Exercise aim: Scan the records for the string "true", then copy each line that has it.
====== Material to process
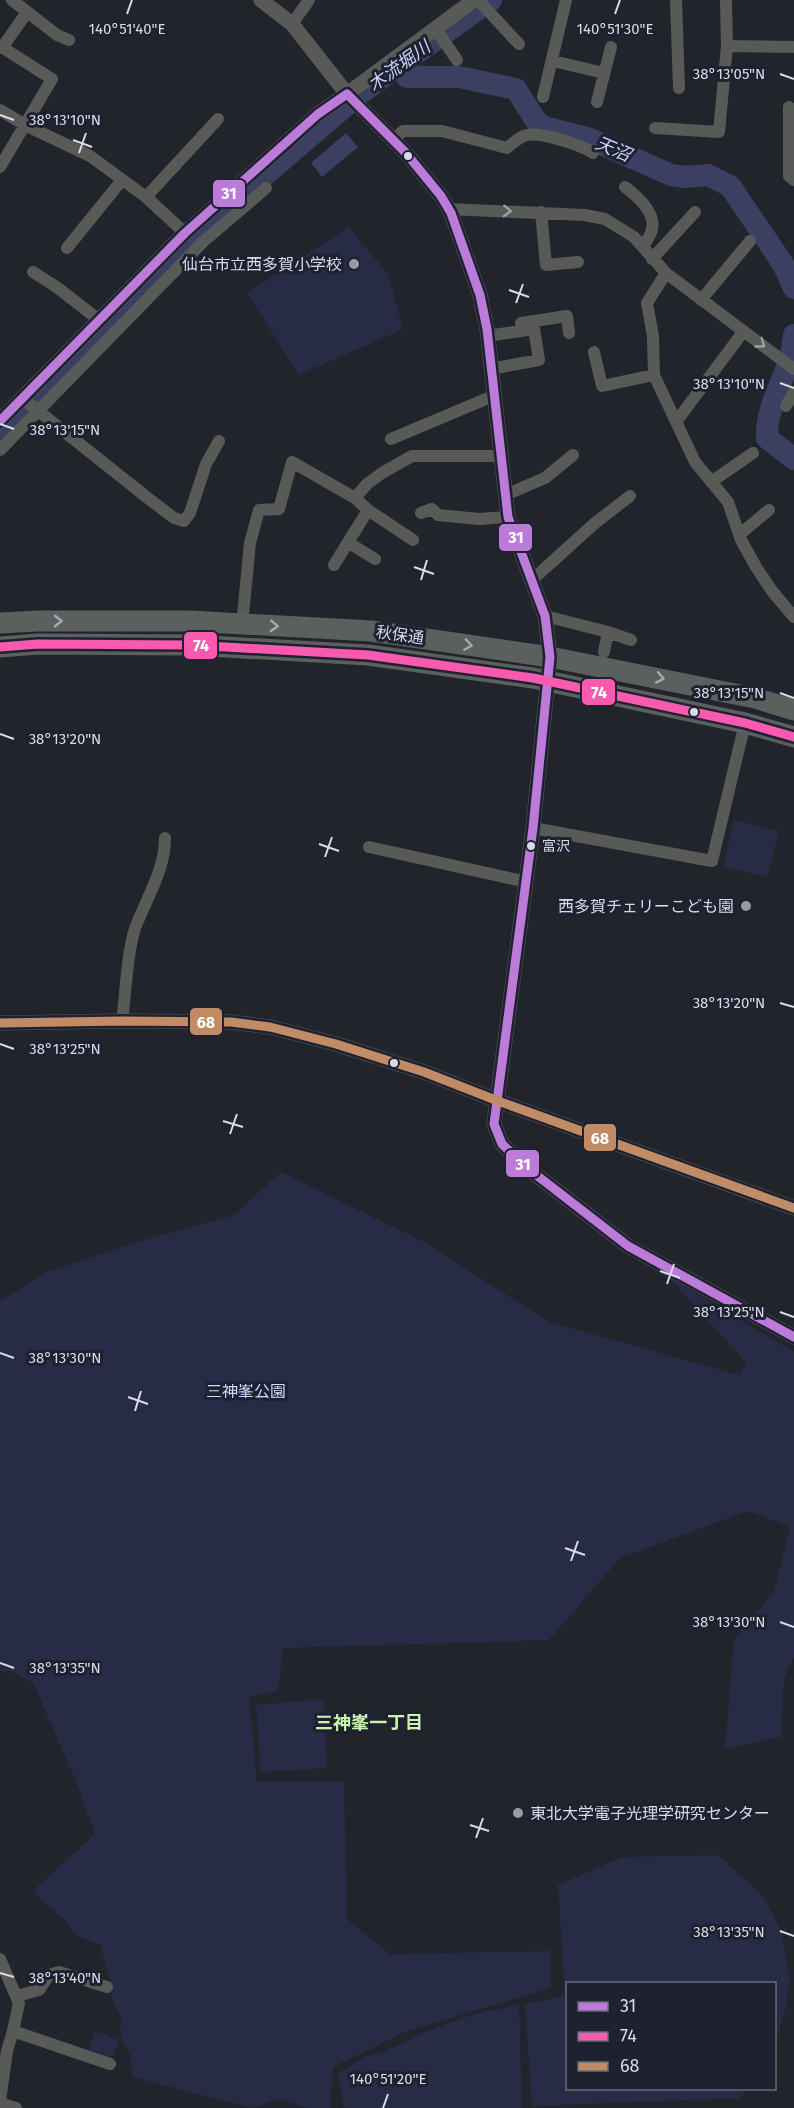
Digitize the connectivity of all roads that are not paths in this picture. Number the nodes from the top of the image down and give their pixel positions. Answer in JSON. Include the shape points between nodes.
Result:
{"nodes":[{"id":1,"x":12,"y":0,"type":"edge"},
{"id":2,"x":261,"y":0,"type":"edge"},
{"id":3,"x":309,"y":0,"type":"edge"},
{"id":4,"x":566,"y":0,"type":"edge"},
{"id":5,"x":676,"y":0,"type":"edge"},
{"id":6,"x":726,"y":0,"type":"edge"},
{"id":7,"x":477,"y":1,"type":"edge"},
{"id":8,"x":27,"y":12,"type":"junction"},
{"id":9,"x":292,"y":24,"type":"junction"},
{"id":10,"x":437,"y":30,"type":"junction"},
{"id":11,"x":69,"y":40,"type":"dead end"},
{"id":12,"x":519,"y":44,"type":"dead end"},
{"id":13,"x":728,"y":46,"type":"junction"},
{"id":14,"x":1,"y":47,"type":"edge"},
{"id":15,"x":611,"y":47,"type":"dead end"},
{"id":16,"x":794,"y":47,"type":"edge"},
{"id":17,"x":457,"y":60,"type":"dead end"},
{"id":18,"x":553,"y":61,"type":"junction"},
{"id":19,"x":604,"y":73,"type":"junction"},
{"id":20,"x":679,"y":88,"type":"dead end"},
{"id":21,"x":348,"y":95,"type":"junction"},
{"id":22,"x":543,"y":97,"type":"dead end"},
{"id":23,"x":597,"y":102,"type":"dead end"},
{"id":24,"x":789,"y":107,"type":"dead end"},
{"id":25,"x":0,"y":110,"type":"edge"},
{"id":26,"x":218,"y":119,"type":"dead end"},
{"id":27,"x":25,"y":126,"type":"junction"},
{"id":28,"x":655,"y":128,"type":"dead end"},
{"id":29,"x":393,"y":140,"type":"junction"},
{"id":30,"x":592,"y":153,"type":"dead end"},
{"id":31,"x":791,"y":163,"type":"edge"},
{"id":32,"x":0,"y":167,"type":"edge"},
{"id":33,"x":122,"y":180,"type":"junction"},
{"id":34,"x":794,"y":180,"type":"edge"},
{"id":35,"x":262,"y":183,"type":"junction"},
{"id":36,"x":625,"y":187,"type":"dead end"},
{"id":37,"x":146,"y":197,"type":"junction"},
{"id":38,"x":448,"y":209,"type":"junction"},
{"id":39,"x":541,"y":212,"type":"junction"},
{"id":40,"x":695,"y":212,"type":"dead end"},
{"id":41,"x":185,"y":233,"type":"junction"},
{"id":42,"x":750,"y":241,"type":"dead end"},
{"id":43,"x":644,"y":246,"type":"junction"},
{"id":44,"x":67,"y":248,"type":"dead end"},
{"id":45,"x":652,"y":259,"type":"junction"},
{"id":46,"x":578,"y":262,"type":"dead end"},
{"id":47,"x":33,"y":272,"type":"dead end"},
{"id":48,"x":666,"y":273,"type":"junction"},
{"id":49,"x":701,"y":300,"type":"junction"},
{"id":50,"x":99,"y":320,"type":"junction"},
{"id":51,"x":487,"y":332,"type":"junction"},
{"id":52,"x":743,"y":332,"type":"junction"},
{"id":53,"x":569,"y":333,"type":"dead end"},
{"id":54,"x":594,"y":352,"type":"dead end"},
{"id":55,"x":794,"y":368,"type":"edge"},
{"id":56,"x":490,"y":369,"type":"junction"},
{"id":57,"x":654,"y":375,"type":"junction"},
{"id":58,"x":794,"y":392,"type":"edge"},
{"id":59,"x":493,"y":396,"type":"junction"},
{"id":60,"x":30,"y":405,"type":"junction"},
{"id":61,"x":786,"y":406,"type":"dead end"},
{"id":62,"x":0,"y":421,"type":"edge"},
{"id":63,"x":676,"y":422,"type":"junction"},
{"id":64,"x":391,"y":439,"type":"dead end"},
{"id":65,"x":219,"y":441,"type":"dead end"},
{"id":66,"x":0,"y":450,"type":"edge"},
{"id":67,"x":753,"y":453,"type":"dead end"},
{"id":68,"x":573,"y":455,"type":"dead end"},
{"id":69,"x":500,"y":456,"type":"junction"},
{"id":70,"x":711,"y":482,"type":"junction"},
{"id":71,"x":505,"y":495,"type":"junction"},
{"id":72,"x":630,"y":496,"type":"dead end"},
{"id":73,"x":355,"y":498,"type":"junction"},
{"id":74,"x":368,"y":510,"type":"junction"},
{"id":75,"x":769,"y":510,"type":"dead end"},
{"id":76,"x":422,"y":513,"type":"dead end"},
{"id":77,"x":507,"y":518,"type":"junction"},
{"id":78,"x":740,"y":534,"type":"junction"},
{"id":79,"x":413,"y":540,"type":"dead end"},
{"id":80,"x":348,"y":543,"type":"junction"},
{"id":81,"x":375,"y":559,"type":"dead end"},
{"id":82,"x":334,"y":565,"type":"dead end"},
{"id":83,"x":532,"y":580,"type":"junction"},
{"id":84,"x":545,"y":616,"type":"junction"},
{"id":85,"x":794,"y":616,"type":"edge"},
{"id":86,"x":0,"y":623,"type":"edge"},
{"id":87,"x":242,"y":625,"type":"junction"},
{"id":88,"x":609,"y":632,"type":"junction"},
{"id":89,"x":631,"y":640,"type":"dead end"},
{"id":90,"x":0,"y":647,"type":"edge"},
{"id":91,"x":550,"y":657,"type":"junction"},
{"id":92,"x":603,"y":657,"type":"junction"},
{"id":93,"x":547,"y":681,"type":"junction"},
{"id":94,"x":794,"y":710,"type":"edge"},
{"id":95,"x":744,"y":723,"type":"junction"},
{"id":96,"x":794,"y":737,"type":"edge"},
{"id":97,"x":533,"y":828,"type":"junction"},
{"id":98,"x":165,"y":838,"type":"dead end"},
{"id":99,"x":369,"y":847,"type":"dead end"},
{"id":100,"x":527,"y":882,"type":"junction"},
{"id":101,"x":122,"y":1021,"type":"junction"},
{"id":102,"x":0,"y":1023,"type":"edge"},
{"id":103,"x":498,"y":1101,"type":"junction"},
{"id":104,"x":794,"y":1208,"type":"edge"},
{"id":105,"x":794,"y":1337,"type":"edge"},
{"id":106,"x":0,"y":1959,"type":"edge"},
{"id":107,"x":107,"y":1987,"type":"dead end"},
{"id":108,"x":18,"y":1996,"type":"junction"},
{"id":109,"x":14,"y":2031,"type":"junction"},
{"id":110,"x":110,"y":2064,"type":"dead end"},
{"id":111,"x":0,"y":2102,"type":"edge"},
{"id":112,"x":16,"y":2108,"type":"edge"}],
"edges":[{"from":1,"to":8,"type":"street"},
{"from":2,"to":9,"type":"street"},
{"from":3,"to":9,"type":"street"},
{"from":4,"to":18,"type":"street"},
{"from":5,"to":20,"type":"street"},
{"from":6,"to":13,"type":"street"},
{"from":7,"to":10,"type":"street"},
{"from":7,"to":12,"type":"street"},
{"from":8,"to":11,"type":"street"},
{"from":8,"to":14,"type":"street"},
{"from":9,"to":21,"type":"street"},
{"from":10,"to":17,"type":"street"},
{"from":10,"to":21,"type":"street"},
{"from":13,"to":16,"type":"street"},
{"from":13,"to":28,"type":"street","via":[[719,132]]},
{"from":14,"to":27,"type":"street","via":[[52,79]]},
{"from":15,"to":19,"type":"street"},
{"from":18,"to":19,"type":"street"},
{"from":18,"to":22,"type":"street"},
{"from":19,"to":23,"type":"street"},
{"from":21,"to":29,"type":"street"},
{"from":21,"to":35,"type":"street","via":[[318,114]]},
{"from":24,"to":31,"type":"street"},
{"from":25,"to":27,"type":"street"},
{"from":26,"to":37,"type":"street"},
{"from":27,"to":32,"type":"street"},
{"from":27,"to":33,"type":"street","via":[[90,156]]},
{"from":29,"to":30,"type":"street","via":[[404,131],[442,131],[507,148],[528,134],[584,147]]},
{"from":29,"to":38,"type":"street"},
{"from":31,"to":34,"type":"street","via":[[789,176]]},
{"from":33,"to":37,"type":"street"},
{"from":33,"to":44,"type":"street"},
{"from":35,"to":41,"type":"street"},
{"from":35,"to":60,"type":"street"},
{"from":36,"to":43,"type":"street","via":[[650,213],[653,228]]},
{"from":37,"to":41,"type":"street"},
{"from":38,"to":39,"type":"street","one_way":true},
{"from":38,"to":51,"type":"street","via":[[480,295]]},
{"from":39,"to":43,"type":"street","via":[[605,219]]},
{"from":39,"to":46,"type":"street","via":[[546,265]]},
{"from":40,"to":45,"type":"street"},
{"from":41,"to":50,"type":"street","via":[[143,285]]},
{"from":42,"to":49,"type":"street"},
{"from":43,"to":45,"type":"street"},
{"from":45,"to":48,"type":"street"},
{"from":47,"to":50,"type":"street"},
{"from":48,"to":49,"type":"street"},
{"from":48,"to":57,"type":"street","via":[[647,303]]},
{"from":49,"to":52,"type":"street"},
{"from":50,"to":60,"type":"street"},
{"from":51,"to":53,"type":"street","via":[[567,316]]},
{"from":51,"to":56,"type":"street"},
{"from":51,"to":56,"type":"street","via":[[534,329],[539,360]]},
{"from":52,"to":55,"type":"street","one_way":true},
{"from":52,"to":63,"type":"street"},
{"from":54,"to":57,"type":"street","via":[[602,387]]},
{"from":56,"to":59,"type":"street"},
{"from":57,"to":63,"type":"street"},
{"from":58,"to":61,"type":"street"},
{"from":59,"to":64,"type":"street"},
{"from":59,"to":69,"type":"street"},
{"from":60,"to":62,"type":"street"},
{"from":60,"to":65,"type":"street","via":[[174,518],[184,521]]},
{"from":60,"to":66,"type":"street"},
{"from":63,"to":70,"type":"street","via":[[695,462]]},
{"from":67,"to":70,"type":"street"},
{"from":68,"to":71,"type":"street","via":[[546,478]]},
{"from":69,"to":71,"type":"street"},
{"from":69,"to":73,"type":"street","via":[[412,456],[367,484]]},
{"from":70,"to":78,"type":"street","via":[[728,502]]},
{"from":71,"to":77,"type":"street"},
{"from":72,"to":83,"type":"street"},
{"from":73,"to":74,"type":"street"},
{"from":73,"to":87,"type":"street","via":[[292,462],[279,509],[259,510],[250,543]]},
{"from":74,"to":79,"type":"street"},
{"from":74,"to":80,"type":"street"},
{"from":75,"to":78,"type":"street"},
{"from":76,"to":77,"type":"street","via":[[432,509],[438,516]]},
{"from":77,"to":83,"type":"street"},
{"from":78,"to":85,"type":"street","via":[[756,567]]},
{"from":80,"to":81,"type":"street"},
{"from":80,"to":82,"type":"street"},
{"from":83,"to":84,"type":"street"},
{"from":84,"to":88,"type":"street"},
{"from":84,"to":91,"type":"street"},
{"from":86,"to":87,"type":"highway","name":"秋保通","one_way":true,"via":[[190,621]]},
{"from":87,"to":91,"type":"highway","name":"秋保通","one_way":true,"via":[[371,631]]},
{"from":88,"to":89,"type":"street"},
{"from":88,"to":92,"type":"street"},
{"from":90,"to":93,"type":"highway","name":"秋保通","via":[[190,645],[345,654]]},
{"from":91,"to":92,"type":"highway","name":"秋保通"},
{"from":91,"to":93,"type":"street"},
{"from":92,"to":94,"type":"highway","name":"秋保通","one_way":true},
{"from":93,"to":95,"type":"highway","name":"秋保通"},
{"from":93,"to":97,"type":"street"},
{"from":95,"to":96,"type":"highway","name":"秋保通"},
{"from":95,"to":97,"type":"street","via":[[712,861]]},
{"from":97,"to":100,"type":"street"},
{"from":98,"to":101,"type":"street","via":[[165,855],[133,938]]},
{"from":99,"to":100,"type":"street"},
{"from":100,"to":103,"type":"street"},
{"from":101,"to":102,"type":"street"},
{"from":101,"to":103,"type":"street","via":[[231,1022],[270,1027],[424,1072]]},
{"from":103,"to":104,"type":"street"},
{"from":103,"to":105,"type":"street","via":[[494,1124],[502,1144],[559,1194],[628,1246]]},
{"from":106,"to":108,"type":"street"},
{"from":107,"to":108,"type":"street","via":[[59,1972],[49,1975],[39,1990]]},
{"from":108,"to":109,"type":"street"},
{"from":109,"to":110,"type":"street"},
{"from":109,"to":111,"type":"street"},
{"from":111,"to":112,"type":"street"}]}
============
Response to the exercise:
{"from":38,"to":39,"type":"street","one_way":true},
{"from":52,"to":55,"type":"street","one_way":true},
{"from":86,"to":87,"type":"highway","name":"秋保通","one_way":true,"via":[[190,621]]},
{"from":87,"to":91,"type":"highway","name":"秋保通","one_way":true,"via":[[371,631]]},
{"from":92,"to":94,"type":"highway","name":"秋保通","one_way":true},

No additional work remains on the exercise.